“It is our responsibility to honor and be receptive to our patient’s needs and wants.”

Amanda Tristan graduated with a Master’s of Science in occupational therapy from Florida International University. During her time as a student, Amanda strived for unique experiences that would expand her perspective of the world in order to become a well-rounded occupational therapist. In March of 2014, Amanda traveled to the old city of San Juan, Puerto Rico to complete her level I mental health fieldwork. In this interview, Amanda shares details about her trip and important lessons she learned during her time abroad.

What led you to pursue a fieldwork assignment abroad?
I always knew I wanted to do an internship abroad. My biggest motivation was the desire to experience something different and memorable. Perhaps it was my curiosity, or my adventurous soul that lead me to this path. All I know, is that it was an incredible experience that I will forever remember. 

In what type of setting did you complete your fieldwork?
I was assigned to work in a public mental health institution named Dr. Ramon Fernandez Marina. This facility is one of the most famous public hospitals that treats patients with mental health disorders in the acute and sub-acute stage. It was within the walls of this hospital that for the first time I understood mental health disorders beyond the DSM 5. 

Where did you live? Was the trip an expensive venture?
I lived with two other friends from school who also completed their fieldworks in Puerto Rico. We lived in a hotel in Centro Medico, which is actually a hospital with a mini hotel within its own facility. It was great because we all shared the cost, and we were able to budget accordingly. My advice would be to look for an airbnb in the area, and find a roommate if possible. Your travel cost will vary according to the country you are visiting, your length of stay, as well as your travel expectations and activities. Also, have a budget in mind and stick to it. Despite the fact that an internship abroad could be very expensive, it should not be an excuse not to fulfill your dream. 

Describe what your day to day looked like at the hospital.
An occupational therapist in this setting is responsible for waking up the patients early in the morning for hygiene and grooming sessions, conducting a group therapy activity, assess a patient’s abilities and independence in ADL tasks, and most importantly instilling hope. 

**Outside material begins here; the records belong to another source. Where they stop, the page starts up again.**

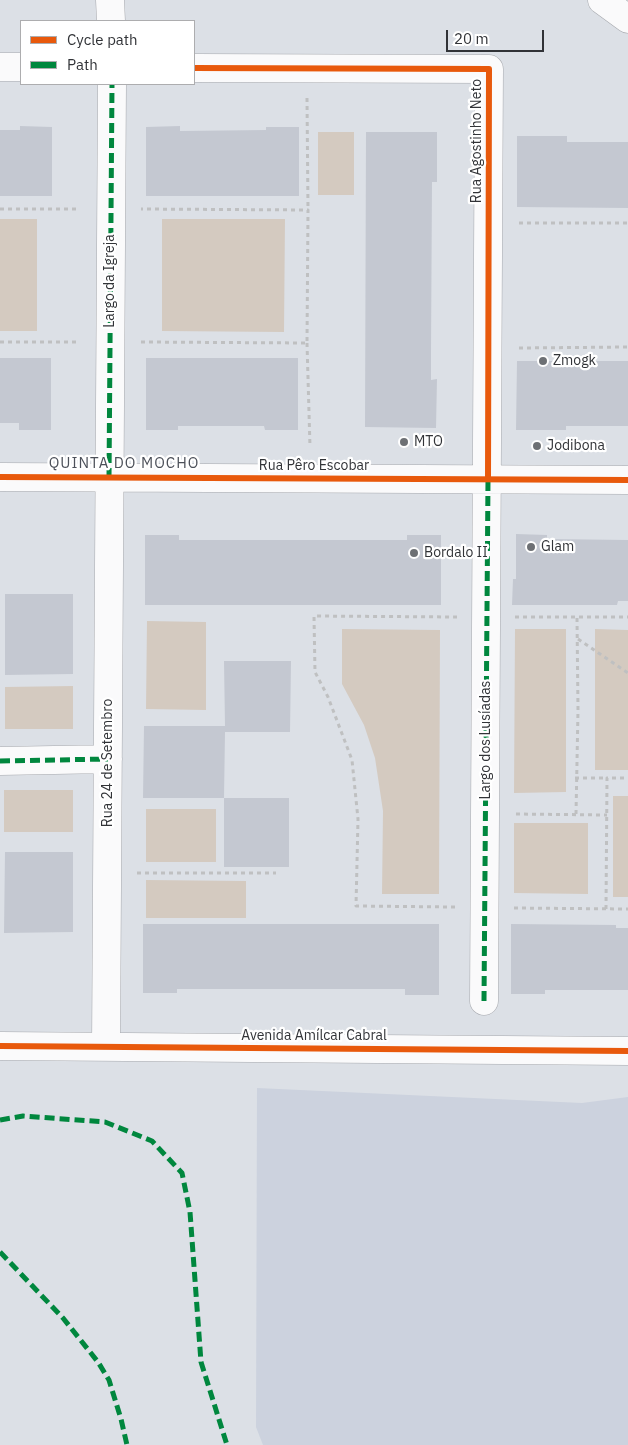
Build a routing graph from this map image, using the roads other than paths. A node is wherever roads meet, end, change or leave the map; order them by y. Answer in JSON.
{"nodes":[{"id":1,"x":110,"y":0,"type":"edge"},
{"id":2,"x":602,"y":0,"type":"edge"},
{"id":3,"x":628,"y":19,"type":"edge"},
{"id":4,"x":111,"y":20,"type":"edge"},
{"id":5,"x":0,"y":67,"type":"edge"},
{"id":6,"x":20,"y":68,"type":"edge"},
{"id":7,"x":195,"y":68,"type":"edge"},
{"id":8,"x":112,"y":85,"type":"edge"},
{"id":9,"x":0,"y":477,"type":"edge"},
{"id":10,"x":109,"y":478,"type":"junction"},
{"id":11,"x":488,"y":479,"type":"junction"},
{"id":12,"x":628,"y":480,"type":"edge"},
{"id":13,"x":108,"y":759,"type":"junction"},
{"id":14,"x":0,"y":761,"type":"edge"},
{"id":15,"x":484,"y":1001,"type":"dead end"},
{"id":16,"x":0,"y":1046,"type":"edge"},
{"id":17,"x":106,"y":1047,"type":"junction"},
{"id":18,"x":628,"y":1051,"type":"edge"}],
"edges":[{"from":1,"to":4,"type":"street"},
{"from":2,"to":3,"type":"street"},
{"from":5,"to":6,"type":"street"},
{"from":7,"to":11,"type":"street","name":"Rua Agostinho Neto"},
{"from":8,"to":10,"type":"street","name":"Largo da Igreja"},
{"from":9,"to":10,"type":"street","name":"Rua Pêro Escobar"},
{"from":10,"to":11,"type":"street","name":"Rua Pêro Escobar"},
{"from":10,"to":13,"type":"street","name":"Rua 24 de Setembro"},
{"from":11,"to":12,"type":"street","name":"Rua Pêro Escobar"},
{"from":11,"to":15,"type":"street","name":"Largo dos Lusíadas"},
{"from":13,"to":14,"type":"street"},
{"from":13,"to":17,"type":"street","name":"Rua 24 de Setembro"},
{"from":16,"to":17,"type":"street","name":"Avenida Amílcar Cabral"},
{"from":17,"to":18,"type":"street","name":"Avenida Amílcar Cabral"}]}
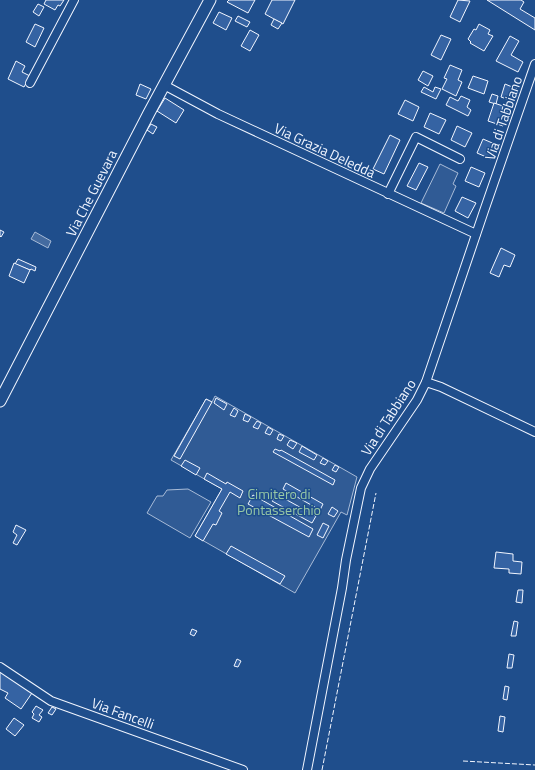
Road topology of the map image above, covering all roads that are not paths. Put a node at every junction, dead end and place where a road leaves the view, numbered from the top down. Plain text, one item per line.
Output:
1 (74, 0) edge
2 (208, 1) edge
3 (535, 64) edge
4 (30, 82) dead end
5 (164, 85) junction
6 (460, 159) dead end
7 (388, 194) junction
8 (476, 234) junction
9 (426, 382) junction
10 (0, 401) edge
11 (535, 432) edge
12 (0, 667) edge
13 (243, 770) edge
14 (306, 770) edge

1 - 4 street
2 - 5 main road, Via Che Guevara
3 - 8 street, Via di Tabbiano
5 - 7 street, Via Grazia Deledda
5 - 10 main road, Via Che Guevara
6 - 7 street
7 - 8 street, Via Grazia Deledda
8 - 9 street, Via di Tabbiano
9 - 11 street
9 - 14 street, Via di Tabbiano
12 - 13 street, Via Fancelli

What was your biggest challenge while working at Dr. Ramon Fernandez Marina?
My biggest challenge working in this setting was not being able to erase a patient’s past from their memories. It is imperative to remember that as an occupational therapist you might be the only support system the patient might perceive to have inside the walls of the hospital. It is our responsibility to honor and be receptive to our patient’s needs and wants. By doing so we can provide them with the necessary tools to create a bright future beyond a world filled with hallucinations and delusions. 

What lessons did you learn from your experience?
My experience taught me not to define someone with a quick label (schizophrenic, bipolar, depressed) rather by his/her occupational identity (mother, sister, daughter, wife)- I quickly recognized that my patients were more than just a group of twenty-one women in the acute phase of their psychiatric disorder. These were women who had lost a great portion of their identities, who were often stigmatized by society, and sometimes even by their own family members.

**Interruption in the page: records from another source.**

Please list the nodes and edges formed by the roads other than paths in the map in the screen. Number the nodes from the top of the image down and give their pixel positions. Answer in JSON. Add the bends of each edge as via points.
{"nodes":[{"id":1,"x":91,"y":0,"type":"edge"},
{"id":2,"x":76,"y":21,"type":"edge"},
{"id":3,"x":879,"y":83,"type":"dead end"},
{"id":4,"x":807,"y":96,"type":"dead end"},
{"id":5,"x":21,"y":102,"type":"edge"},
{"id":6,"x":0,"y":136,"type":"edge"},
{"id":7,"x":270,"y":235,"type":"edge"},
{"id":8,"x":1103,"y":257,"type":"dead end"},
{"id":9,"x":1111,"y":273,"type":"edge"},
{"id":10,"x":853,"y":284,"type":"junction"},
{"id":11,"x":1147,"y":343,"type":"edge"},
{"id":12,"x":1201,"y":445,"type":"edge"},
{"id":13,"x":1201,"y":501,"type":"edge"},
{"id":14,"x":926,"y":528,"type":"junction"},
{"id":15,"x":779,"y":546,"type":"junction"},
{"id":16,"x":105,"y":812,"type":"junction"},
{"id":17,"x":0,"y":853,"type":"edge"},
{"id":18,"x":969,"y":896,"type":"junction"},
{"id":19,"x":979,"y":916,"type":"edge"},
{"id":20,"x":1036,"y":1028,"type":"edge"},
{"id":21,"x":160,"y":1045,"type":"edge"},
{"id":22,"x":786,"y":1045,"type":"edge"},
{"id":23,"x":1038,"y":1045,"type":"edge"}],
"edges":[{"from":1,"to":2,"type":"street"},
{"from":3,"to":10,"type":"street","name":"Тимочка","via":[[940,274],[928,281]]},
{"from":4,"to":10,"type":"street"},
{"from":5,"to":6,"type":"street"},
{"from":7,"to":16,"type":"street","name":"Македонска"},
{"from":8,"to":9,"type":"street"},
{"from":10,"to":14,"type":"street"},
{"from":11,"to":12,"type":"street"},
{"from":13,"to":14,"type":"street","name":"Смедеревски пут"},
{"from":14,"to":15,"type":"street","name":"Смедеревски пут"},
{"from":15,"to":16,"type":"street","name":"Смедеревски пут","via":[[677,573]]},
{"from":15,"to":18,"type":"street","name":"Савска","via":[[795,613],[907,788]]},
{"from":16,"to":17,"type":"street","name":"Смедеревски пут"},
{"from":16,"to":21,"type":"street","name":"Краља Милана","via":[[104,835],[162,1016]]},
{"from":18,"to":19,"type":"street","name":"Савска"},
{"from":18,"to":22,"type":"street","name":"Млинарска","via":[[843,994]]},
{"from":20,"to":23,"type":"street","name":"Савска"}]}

My experience also taught me that mental health disorders do not discriminate against social class, political affiliations, educational or professional experience; they can affect anybody, including me. 

What did you do during your free time when you where not working?
During my free time in Puerto Rico I had the opportunity to experience many outdoor activities, including Zip lining, hiking national parks, going to the beach, getting lost in Old San Juan, and learning Puerto Rican salsa. People in Puerto Rico are willing to go the extra mile to show you around, so you can learn more about their culture and traditions. My recommendation is to at least spend a week before, or after your internship living with the locals. Also, don’t be afraid to visit new places, and getting lost in a new city. 

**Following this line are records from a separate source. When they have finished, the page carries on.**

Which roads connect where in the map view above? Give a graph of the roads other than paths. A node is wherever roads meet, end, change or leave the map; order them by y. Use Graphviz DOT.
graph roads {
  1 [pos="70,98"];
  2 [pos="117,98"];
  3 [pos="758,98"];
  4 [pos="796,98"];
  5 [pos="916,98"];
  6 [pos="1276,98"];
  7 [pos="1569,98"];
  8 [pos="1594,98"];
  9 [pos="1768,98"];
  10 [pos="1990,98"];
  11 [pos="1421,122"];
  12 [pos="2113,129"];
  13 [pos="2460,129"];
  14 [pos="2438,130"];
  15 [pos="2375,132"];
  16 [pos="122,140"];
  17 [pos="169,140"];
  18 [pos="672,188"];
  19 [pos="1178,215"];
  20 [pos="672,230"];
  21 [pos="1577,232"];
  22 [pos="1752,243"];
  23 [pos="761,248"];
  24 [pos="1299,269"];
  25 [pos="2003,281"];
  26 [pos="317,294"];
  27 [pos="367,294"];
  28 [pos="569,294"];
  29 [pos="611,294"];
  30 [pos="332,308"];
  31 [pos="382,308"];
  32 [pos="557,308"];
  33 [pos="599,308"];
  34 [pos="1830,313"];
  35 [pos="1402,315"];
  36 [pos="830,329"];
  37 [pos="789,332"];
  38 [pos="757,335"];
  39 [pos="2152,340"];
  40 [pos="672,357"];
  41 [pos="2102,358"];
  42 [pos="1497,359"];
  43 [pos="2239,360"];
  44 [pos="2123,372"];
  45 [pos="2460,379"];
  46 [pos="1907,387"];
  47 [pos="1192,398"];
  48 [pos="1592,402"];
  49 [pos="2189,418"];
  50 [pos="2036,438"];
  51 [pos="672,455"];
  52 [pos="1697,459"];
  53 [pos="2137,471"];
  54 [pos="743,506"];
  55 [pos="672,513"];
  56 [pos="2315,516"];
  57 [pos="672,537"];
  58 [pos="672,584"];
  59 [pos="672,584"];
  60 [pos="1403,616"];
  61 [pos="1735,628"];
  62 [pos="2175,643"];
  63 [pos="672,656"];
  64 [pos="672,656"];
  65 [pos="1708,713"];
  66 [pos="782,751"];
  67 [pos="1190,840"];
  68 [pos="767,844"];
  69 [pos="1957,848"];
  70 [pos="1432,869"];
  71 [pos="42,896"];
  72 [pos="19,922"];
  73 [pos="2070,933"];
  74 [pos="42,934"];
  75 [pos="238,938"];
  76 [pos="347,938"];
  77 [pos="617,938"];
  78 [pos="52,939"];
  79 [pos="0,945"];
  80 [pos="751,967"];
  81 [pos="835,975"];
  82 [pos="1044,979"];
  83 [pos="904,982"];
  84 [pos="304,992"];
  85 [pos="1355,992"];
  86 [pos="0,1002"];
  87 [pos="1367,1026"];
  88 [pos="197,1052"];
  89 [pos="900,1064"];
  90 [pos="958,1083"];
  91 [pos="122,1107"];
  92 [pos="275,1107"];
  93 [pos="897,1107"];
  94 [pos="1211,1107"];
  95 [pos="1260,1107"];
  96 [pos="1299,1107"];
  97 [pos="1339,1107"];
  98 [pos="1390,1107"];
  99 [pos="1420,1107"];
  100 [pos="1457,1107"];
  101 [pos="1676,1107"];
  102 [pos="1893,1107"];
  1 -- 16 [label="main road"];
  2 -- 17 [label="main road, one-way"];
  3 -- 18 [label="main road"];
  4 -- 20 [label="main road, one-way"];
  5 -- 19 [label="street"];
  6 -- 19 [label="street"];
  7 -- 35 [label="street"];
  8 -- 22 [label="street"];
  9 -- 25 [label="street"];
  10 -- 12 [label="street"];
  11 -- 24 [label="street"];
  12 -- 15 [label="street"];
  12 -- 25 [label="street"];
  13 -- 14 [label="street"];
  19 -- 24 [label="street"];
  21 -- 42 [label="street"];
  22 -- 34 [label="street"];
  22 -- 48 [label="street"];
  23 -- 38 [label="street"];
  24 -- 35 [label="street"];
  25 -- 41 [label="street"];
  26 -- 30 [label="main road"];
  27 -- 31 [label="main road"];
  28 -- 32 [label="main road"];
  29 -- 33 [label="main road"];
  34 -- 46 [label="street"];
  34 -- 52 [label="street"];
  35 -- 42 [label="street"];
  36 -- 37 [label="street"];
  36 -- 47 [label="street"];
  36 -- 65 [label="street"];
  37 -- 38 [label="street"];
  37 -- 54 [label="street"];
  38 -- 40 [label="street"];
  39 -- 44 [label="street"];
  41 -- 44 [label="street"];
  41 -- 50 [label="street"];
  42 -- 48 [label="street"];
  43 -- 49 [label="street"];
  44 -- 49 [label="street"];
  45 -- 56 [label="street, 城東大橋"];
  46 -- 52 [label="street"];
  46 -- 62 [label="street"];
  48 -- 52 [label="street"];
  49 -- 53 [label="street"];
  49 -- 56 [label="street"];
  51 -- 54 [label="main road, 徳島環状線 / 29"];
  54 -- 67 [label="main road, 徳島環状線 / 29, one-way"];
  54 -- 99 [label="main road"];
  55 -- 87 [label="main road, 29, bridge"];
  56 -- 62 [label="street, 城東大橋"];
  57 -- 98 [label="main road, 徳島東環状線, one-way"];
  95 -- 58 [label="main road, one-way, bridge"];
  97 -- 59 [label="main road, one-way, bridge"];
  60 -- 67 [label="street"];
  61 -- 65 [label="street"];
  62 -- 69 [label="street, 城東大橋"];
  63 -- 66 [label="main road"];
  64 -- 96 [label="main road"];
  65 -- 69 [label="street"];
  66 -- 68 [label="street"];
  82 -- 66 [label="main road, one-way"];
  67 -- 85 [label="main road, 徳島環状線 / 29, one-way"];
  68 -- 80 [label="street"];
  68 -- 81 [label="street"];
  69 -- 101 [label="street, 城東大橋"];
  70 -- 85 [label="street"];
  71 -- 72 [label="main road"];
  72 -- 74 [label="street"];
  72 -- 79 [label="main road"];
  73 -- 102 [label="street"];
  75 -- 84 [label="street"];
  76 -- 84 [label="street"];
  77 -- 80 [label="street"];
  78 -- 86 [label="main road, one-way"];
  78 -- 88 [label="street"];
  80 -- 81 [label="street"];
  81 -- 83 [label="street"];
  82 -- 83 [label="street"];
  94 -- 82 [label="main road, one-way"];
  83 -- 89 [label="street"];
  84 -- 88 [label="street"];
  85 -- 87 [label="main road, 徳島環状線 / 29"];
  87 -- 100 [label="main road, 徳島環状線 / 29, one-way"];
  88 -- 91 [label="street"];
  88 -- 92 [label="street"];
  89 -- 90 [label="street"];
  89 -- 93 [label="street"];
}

In hindsight, is there anything you would do differently or change from your experience?
To be honest, no. I believe that we learn from all the experiences that we encounter in life. This internship was not the exception. I learned from every mistake, and I am thankful for my journey. 

What advice would you give a student who would like to complete their fieldwork abroad?
​First of all, if you are thinking about doing an internship abroad is because you are an adventurous person, and you want to make a difference in the world. I always ask people who ask me this one very important question… What is holding you back? Is it fear, is it money? What is it?

The truth is, that you might have to sacrifice many things to accomplish your career goals, but in the end everything will workout. You might have to convince your parents, your partner, have to work extra shifts at work, or reduce your budget to be able to afford your trip. You will also have to consider your travel destination, and how much you know, or not know about that specific country you have in mind.

My best advice, is to just do it! You will live an experience of a lifetime that will forever be in your memories. This experience will not only make you stronger, it will push you away from your comfort zone. Your internship abroad will teach you new skills that will in turn help your career development, and understanding of our profession. My recommendation… go buy that ticket, go plan that trip. What are you waiting for?